Bloß weg! Schnell weg!

Wie nennt man das, wenn eine Staatsanwaltschaft erst zustimmt, dass ein Asylbewerber abgeholt und ins Ungewisse geschickt wird, dann streut, dass der Überfall im Dezember auf eben diesen Ghanaer vermutlich gar nicht stattfand, dann die Ermittlungen einstellt, um gleichzeitig neue gegen den inzwischen ausgereisten 20-Jährigen anzukündigen, und zwar wegen des Vortäuschens einer Straftat?
30.01.2015
Matthias Hufmann

Am Freitag hat die Staatsanwaltschaft Schwerin die Nachricht per Mail verschickt: Sechs Wochen nach dem vermeintlich rassistisch motivierten Angriff auf den Asylbewerber seien die Ermittlungen eingestellt worden. Es bestehe „der hinreichende Verdacht“, dass der junge Mann den Überfall erfunden hat, um der Abschiebung zu entgehen. Gegen ihn werde jetzt ermittelt.

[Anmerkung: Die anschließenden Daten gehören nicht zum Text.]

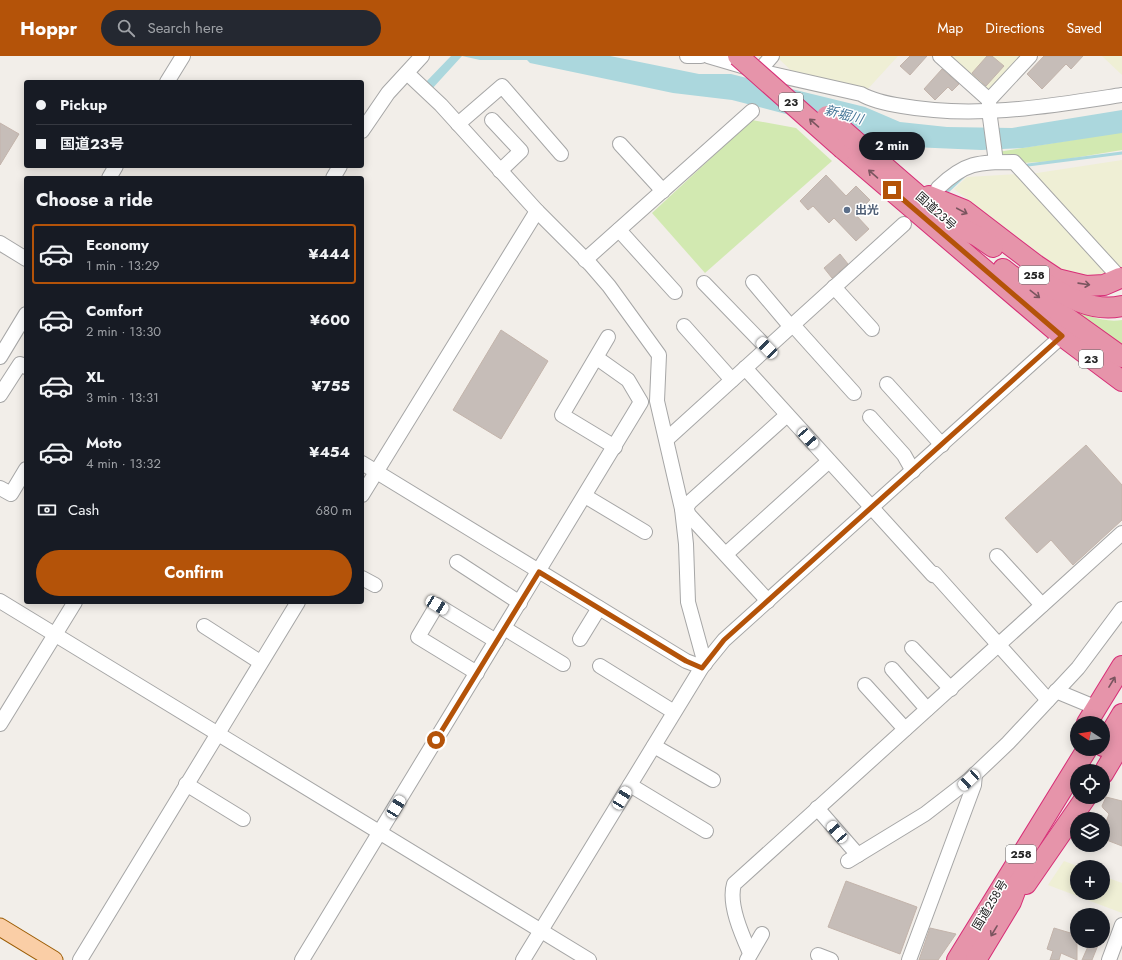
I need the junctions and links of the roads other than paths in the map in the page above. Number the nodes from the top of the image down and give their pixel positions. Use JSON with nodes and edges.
{"nodes":[{"id":1,"x":183,"y":56,"type":"edge"},
{"id":2,"x":422,"y":56,"type":"edge"},
{"id":3,"x":687,"y":56,"type":"edge"},
{"id":4,"x":701,"y":56,"type":"edge"},
{"id":5,"x":708,"y":56,"type":"edge"},
{"id":6,"x":738,"y":56,"type":"edge"},
{"id":7,"x":772,"y":56,"type":"edge"},
{"id":8,"x":940,"y":56,"type":"edge"},
{"id":9,"x":1030,"y":56,"type":"edge"},
{"id":10,"x":758,"y":64,"type":"edge"},
{"id":11,"x":407,"y":73,"type":"junction"},
{"id":12,"x":168,"y":80,"type":"edge"},
{"id":13,"x":1122,"y":95,"type":"edge"},
{"id":14,"x":989,"y":110,"type":"junction"},
{"id":15,"x":752,"y":111,"type":"dead end"},
{"id":16,"x":492,"y":120,"type":"dead end"},
{"id":17,"x":458,"y":124,"type":"junction"},
{"id":18,"x":364,"y":128,"type":"edge"},
{"id":19,"x":620,"y":144,"type":"dead end"},
{"id":20,"x":848,"y":144,"type":"junction"},
{"id":21,"x":560,"y":154,"type":"dead end"},
{"id":22,"x":995,"y":158,"type":"junction"},
{"id":23,"x":500,"y":171,"type":"junction"},
{"id":24,"x":938,"y":188,"type":"dead end"},
{"id":25,"x":914,"y":190,"type":"junction"},
{"id":26,"x":663,"y":191,"type":"junction"},
{"id":27,"x":537,"y":211,"type":"junction"},
{"id":28,"x":904,"y":224,"type":"dead end"},
{"id":29,"x":952,"y":224,"type":"junction"},
{"id":30,"x":619,"y":230,"type":"junction"},
{"id":31,"x":0,"y":243,"type":"edge"},
{"id":32,"x":24,"y":257,"type":"edge"},
{"id":33,"x":585,"y":260,"type":"junction"},
{"id":34,"x":1121,"y":278,"type":"edge"},
{"id":35,"x":753,"y":282,"type":"dead end"},
{"id":36,"x":704,"y":283,"type":"dead end"},
{"id":37,"x":834,"y":287,"type":"junction"},
{"id":38,"x":675,"y":292,"type":"dead end"},
{"id":39,"x":1122,"y":306,"type":"edge"},
{"id":40,"x":24,"y":317,"type":"edge"},
{"id":41,"x":684,"y":326,"type":"dead end"},
{"id":42,"x":792,"y":326,"type":"junction"},
{"id":43,"x":872,"y":329,"type":"dead end"},
{"id":44,"x":1062,"y":336,"type":"junction"},
{"id":45,"x":608,"y":337,"type":"dead end"},
{"id":46,"x":767,"y":348,"type":"junction"},
{"id":47,"x":0,"y":357,"type":"edge"},
{"id":48,"x":1122,"y":357,"type":"edge"},
{"id":49,"x":596,"y":358,"type":"junction"},
{"id":50,"x":1097,"y":364,"type":"junction"},
{"id":51,"x":24,"y":367,"type":"edge"},
{"id":52,"x":745,"y":368,"type":"junction"},
{"id":53,"x":732,"y":380,"type":"junction"},
{"id":54,"x":1122,"y":381,"type":"edge"},
{"id":55,"x":886,"y":384,"type":"dead end"},
{"id":56,"x":1122,"y":384,"type":"edge"},
{"id":57,"x":854,"y":393,"type":"dead end"},
{"id":58,"x":0,"y":395,"type":"edge"},
{"id":59,"x":657,"y":401,"type":"junction"},
{"id":60,"x":641,"y":402,"type":"junction"},
{"id":61,"x":788,"y":415,"type":"junction"},
{"id":62,"x":870,"y":417,"type":"dead end"},
{"id":63,"x":667,"y":439,"type":"junction"},
{"id":64,"x":942,"y":445,"type":"junction"},
{"id":65,"x":615,"y":447,"type":"junction"},
{"id":66,"x":829,"y":461,"type":"junction"},
{"id":67,"x":364,"y":464,"type":"edge"},
{"id":68,"x":912,"y":471,"type":"junction"},
{"id":69,"x":376,"y":472,"type":"junction"},
{"id":70,"x":24,"y":473,"type":"edge"},
{"id":71,"x":0,"y":488,"type":"edge"},
{"id":72,"x":364,"y":492,"type":"edge"},
{"id":73,"x":586,"y":496,"type":"junction"},
{"id":74,"x":871,"y":506,"type":"junction"},
{"id":75,"x":684,"y":509,"type":"junction"},
{"id":76,"x":645,"y":532,"type":"dead end"},
{"id":77,"x":1120,"y":539,"type":"edge"},
{"id":78,"x":726,"y":554,"type":"junction"},
{"id":79,"x":997,"y":556,"type":"dead end"},
{"id":80,"x":457,"y":562,"type":"dead end"},
{"id":81,"x":539,"y":572,"type":"junction"},
{"id":82,"x":364,"y":579,"type":"edge"},
{"id":83,"x":375,"y":586,"type":"dead end"},
{"id":84,"x":768,"y":600,"type":"junction"},
{"id":85,"x":0,"y":601,"type":"edge"},
{"id":86,"x":520,"y":603,"type":"junction"},
{"id":87,"x":74,"y":604,"type":"edge"},
{"id":88,"x":297,"y":604,"type":"edge"},
{"id":89,"x":1042,"y":605,"type":"junction"},
{"id":90,"x":599,"y":608,"type":"junction"},
{"id":91,"x":1122,"y":609,"type":"edge"},
{"id":92,"x":204,"y":626,"type":"dead end"},
{"id":93,"x":504,"y":628,"type":"junction"},
{"id":94,"x":56,"y":634,"type":"junction"},
{"id":95,"x":580,"y":639,"type":"dead end"},
{"id":96,"x":496,"y":641,"type":"junction"},
{"id":97,"x":998,"y":645,"type":"junction"},
{"id":98,"x":912,"y":648,"type":"dead end"},
{"id":99,"x":260,"y":662,"type":"junction"},
{"id":100,"x":563,"y":664,"type":"dead end"},
{"id":101,"x":600,"y":666,"type":"dead end"},
{"id":102,"x":703,"y":666,"type":"junction"},
{"id":103,"x":1122,"y":666,"type":"edge"},
{"id":104,"x":892,"y":669,"type":"dead end"},
{"id":105,"x":477,"y":673,"type":"junction"},
{"id":106,"x":865,"y":685,"type":"dead end"},
{"id":107,"x":951,"y":689,"type":"junction"},
{"id":108,"x":1122,"y":692,"type":"edge"},
{"id":109,"x":1052,"y":696,"type":"junction"},
{"id":110,"x":927,"y":709,"type":"junction"},
{"id":111,"x":674,"y":712,"type":"junction"},
{"id":112,"x":1122,"y":714,"type":"edge"},
{"id":113,"x":1092,"y":716,"type":"edge"},
{"id":114,"x":1097,"y":716,"type":"edge"},
{"id":115,"x":1098,"y":716,"type":"edge"},
{"id":116,"x":0,"y":724,"type":"edge"},
{"id":117,"x":905,"y":729,"type":"junction"},
{"id":118,"x":217,"y":733,"type":"junction"},
{"id":119,"x":1110,"y":734,"type":"edge"},
{"id":120,"x":1122,"y":742,"type":"edge"},
{"id":121,"x":654,"y":746,"type":"junction"},
{"id":122,"x":1070,"y":752,"type":"edge"},
{"id":123,"x":1084,"y":756,"type":"edge"},
{"id":124,"x":1109,"y":764,"type":"edge"},
{"id":125,"x":975,"y":774,"type":"junction"},
{"id":126,"x":713,"y":780,"type":"dead end"},
{"id":127,"x":186,"y":784,"type":"junction"},
{"id":128,"x":630,"y":785,"type":"junction"},
{"id":129,"x":1070,"y":799,"type":"edge"},
{"id":130,"x":1081,"y":804,"type":"edge"},
{"id":131,"x":817,"y":808,"type":"junction"},
{"id":132,"x":242,"y":819,"type":"dead end"},
{"id":133,"x":706,"y":831,"type":"dead end"},
{"id":134,"x":380,"y":833,"type":"junction"},
{"id":135,"x":1019,"y":858,"type":"junction"},
{"id":136,"x":1011,"y":902,"type":"junction"},
{"id":137,"x":1122,"y":925,"type":"edge"},
{"id":138,"x":0,"y":927,"type":"edge"},
{"id":139,"x":541,"y":931,"type":"junction"},
{"id":140,"x":762,"y":934,"type":"dead end"},
{"id":141,"x":748,"y":957,"type":"edge"},
{"id":142,"x":54,"y":960,"type":"edge"},
{"id":143,"x":80,"y":960,"type":"edge"},
{"id":144,"x":302,"y":960,"type":"edge"},
{"id":145,"x":523,"y":960,"type":"edge"},
{"id":146,"x":589,"y":960,"type":"edge"},
{"id":147,"x":909,"y":960,"type":"edge"},
{"id":148,"x":957,"y":960,"type":"edge"},
{"id":149,"x":976,"y":960,"type":"edge"},
{"id":150,"x":1109,"y":960,"type":"edge"}],
"edges":[{"from":1,"to":12,"type":"street"},
{"from":2,"to":11,"type":"street"},
{"from":3,"to":4,"type":"street"},
{"from":5,"to":10,"type":"street"},
{"from":20,"to":6,"type":"highway","name":"国道23号","number":"23","one_way":true,"bridge":true},
{"from":7,"to":10,"type":"street"},
{"from":8,"to":14,"type":"street"},
{"from":9,"to":14,"type":"street"},
{"from":10,"to":14,"type":"street"},
{"from":10,"to":20,"type":"highway","name":"国道23号","number":"23","bridge":true},
{"from":11,"to":17,"type":"street"},
{"from":11,"to":18,"type":"street"},
{"from":13,"to":14,"type":"street"},
{"from":14,"to":22,"type":"street"},
{"from":15,"to":26,"type":"street"},
{"from":16,"to":23,"type":"street"},
{"from":17,"to":21,"type":"street"},
{"from":17,"to":23,"type":"street"},
{"from":19,"to":26,"type":"street"},
{"from":20,"to":25,"type":"highway","name":"国道23号","number":"23"},
{"from":44,"to":20,"type":"highway","name":"国道23号","number":"23","one_way":true},
{"from":22,"to":24,"type":"street"},
{"from":22,"to":34,"type":"street"},
{"from":23,"to":27,"type":"street"},
{"from":25,"to":29,"type":"highway","name":"国道23号","number":"23"},
{"from":25,"to":34,"type":"highway","one_way":true},
{"from":26,"to":30,"type":"street"},
{"from":27,"to":33,"type":"street"},
{"from":27,"to":69,"type":"street"},
{"from":28,"to":37,"type":"street"},
{"from":29,"to":39,"type":"highway","number":"258"},
{"from":29,"to":48,"type":"highway","name":"国道23号","number":"23","one_way":true},
{"from":30,"to":33,"type":"street"},
{"from":30,"to":38,"type":"street"},
{"from":31,"to":32,"type":"street"},
{"from":33,"to":59,"type":"street"},
{"from":35,"to":42,"type":"street"},
{"from":36,"to":46,"type":"street"},
{"from":37,"to":42,"type":"street"},
{"from":37,"to":43,"type":"street"},
{"from":40,"to":47,"type":"street"},
{"from":41,"to":53,"type":"street"},
{"from":42,"to":46,"type":"street"},
{"from":42,"to":57,"type":"street"},
{"from":44,"to":50,"type":"highway","name":"国道23号","number":"23"},
{"from":44,"to":64,"type":"street"},
{"from":45,"to":49,"type":"street"},
{"from":46,"to":52,"type":"street"},
{"from":49,"to":60,"type":"street"},
{"from":49,"to":65,"type":"street"},
{"from":50,"to":54,"type":"highway","name":"国道23号","number":"23"},
{"from":50,"to":56,"type":"highway"},
{"from":51,"to":58,"type":"street"},
{"from":52,"to":53,"type":"street"},
{"from":52,"to":61,"type":"street"},
{"from":53,"to":63,"type":"street"},
{"from":55,"to":64,"type":"street"},
{"from":59,"to":60,"type":"street"},
{"from":59,"to":63,"type":"street"},
{"from":60,"to":65,"type":"street"},
{"from":61,"to":66,"type":"street"},
{"from":61,"to":75,"type":"street"},
{"from":62,"to":68,"type":"street"},
{"from":63,"to":75,"type":"street"},
{"from":64,"to":68,"type":"street"},
{"from":65,"to":73,"type":"street"},
{"from":66,"to":74,"type":"street"},
{"from":66,"to":78,"type":"street"},
{"from":67,"to":69,"type":"street"},
{"from":68,"to":74,"type":"street"},
{"from":69,"to":72,"type":"street"},
{"from":69,"to":81,"type":"street"},
{"from":70,"to":71,"type":"street"},
{"from":73,"to":76,"type":"street"},
{"from":73,"to":81,"type":"street"},
{"from":74,"to":84,"type":"street"},
{"from":74,"to":97,"type":"street"},
{"from":75,"to":78,"type":"street"},
{"from":75,"to":102,"type":"street"},
{"from":77,"to":89,"type":"street"},
{"from":78,"to":84,"type":"street"},
{"from":79,"to":89,"type":"street"},
{"from":80,"to":86,"type":"street"},
{"from":81,"to":86,"type":"street"},
{"from":81,"to":90,"type":"street"},
{"from":82,"to":83,"type":"street"},
{"from":84,"to":102,"type":"street"},
{"from":85,"to":94,"type":"street"},
{"from":86,"to":93,"type":"street"},
{"from":87,"to":94,"type":"street"},
{"from":88,"to":99,"type":"street"},
{"from":89,"to":97,"type":"street"},
{"from":90,"to":95,"type":"street"},
{"from":90,"to":102,"type":"street"},
{"from":91,"to":109,"type":"street"},
{"from":92,"to":99,"type":"street"},
{"from":93,"to":96,"type":"street"},
{"from":93,"to":100,"type":"street"},
{"from":94,"to":116,"type":"street"},
{"from":94,"to":118,"type":"street"},
{"from":96,"to":105,"type":"street"},
{"from":96,"to":105,"type":"street"},
{"from":97,"to":107,"type":"street"},
{"from":97,"to":109,"type":"street"},
{"from":98,"to":107,"type":"street"},
{"from":99,"to":118,"type":"street"},
{"from":101,"to":111,"type":"street"},
{"from":102,"to":111,"type":"street"},
{"from":114,"to":103,"type":"highway","one_way":true},
{"from":104,"to":110,"type":"street"},
{"from":105,"to":134,"type":"street"},
{"from":106,"to":117,"type":"street"},
{"from":107,"to":110,"type":"street"},
{"from":108,"to":115,"type":"highway"},
{"from":109,"to":113,"type":"street"},
{"from":109,"to":125,"type":"street"},
{"from":110,"to":117,"type":"street"},
{"from":111,"to":121,"type":"street"},
{"from":112,"to":119,"type":"highway"},
{"from":117,"to":131,"type":"street"},
{"from":118,"to":127,"type":"street"},
{"from":118,"to":134,"type":"street"},
{"from":120,"to":124,"type":"highway"},
{"from":121,"to":126,"type":"street"},
{"from":121,"to":128,"type":"street"},
{"from":122,"to":135,"type":"highway","number":"258"},
{"from":123,"to":135,"type":"highway","name":"国道258号","number":"258"},
{"from":125,"to":131,"type":"street"},
{"from":125,"to":147,"type":"street"},
{"from":127,"to":132,"type":"street"},
{"from":127,"to":143,"type":"street"},
{"from":128,"to":133,"type":"street"},
{"from":128,"to":139,"type":"street"},
{"from":129,"to":136,"type":"highway","name":"国道258号","number":"258"},
{"from":130,"to":136,"type":"highway","number":"258"},
{"from":131,"to":141,"type":"street"},
{"from":134,"to":139,"type":"street"},
{"from":134,"to":144,"type":"street"},
{"from":135,"to":148,"type":"highway","name":"国道258号","number":"258"},
{"from":136,"to":149,"type":"highway","name":"国道258号","number":"258","one_way":true},
{"from":137,"to":150,"type":"street"},
{"from":138,"to":142,"type":"main road"},
{"from":139,"to":145,"type":"street"},
{"from":139,"to":146,"type":"street"},
{"from":140,"to":141,"type":"street"}]}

Was gegen den 20-Jährigen spricht: Er hatte in der Nacht auf den 21. Dezember nicht, wie behauptet, den Notruf der Polizei gewählt, sondern länger mit einer Frau gesprochen. Zudem passten die geschilderten Gewalteinwirkungen nicht zum rechtsmedizinisch festgestellten Verletzungsbild, so die Staatsanwaltschaft.

Das Ergebnis kam nicht überraschend. Bereits drei Tage nach der Ausweisung des Ghanaers hatte der Sprecher der Schweriner Staatsanwaltschaft, Stefan Urbanek, der SVZ gesagt: „Nach den bisherigen Ermittlungen schließen wir die Möglichkeit nicht aus, dass der Überfall nicht so stattfand, wie der Betroffene ihn schilderte.“ Auch aus Polizeikreisen - laute Zweifel.

Wussten die Behörden das am 20. Januar noch nicht? Oder wollten sie abwarten, bis der junge Mann in Italien war? In einem Land, wo „Flüchtlinge oft obdachlos und ohne staatliche Hilfe sich selbst überlassen werden“, wie Marei Pelzer von Pro Asyl sagt. Und die somit auch nur schwer zu erreichen sind.

Die Ermittlungen hier wollte man offensichtlich nicht abwarten, der 20-Jährige war schon einmal einer Ausweisung durch Flucht entgangen. In der vergangenen Woche holten sie ihn ab. Morgens um 5. Drei Polizisten und ein Mitarbeiter der Ausländerbehörde. Und mit Zustimmung der Staatsanwaltschaft.

Wie man das nennt? Bloß weg! Schnell weg!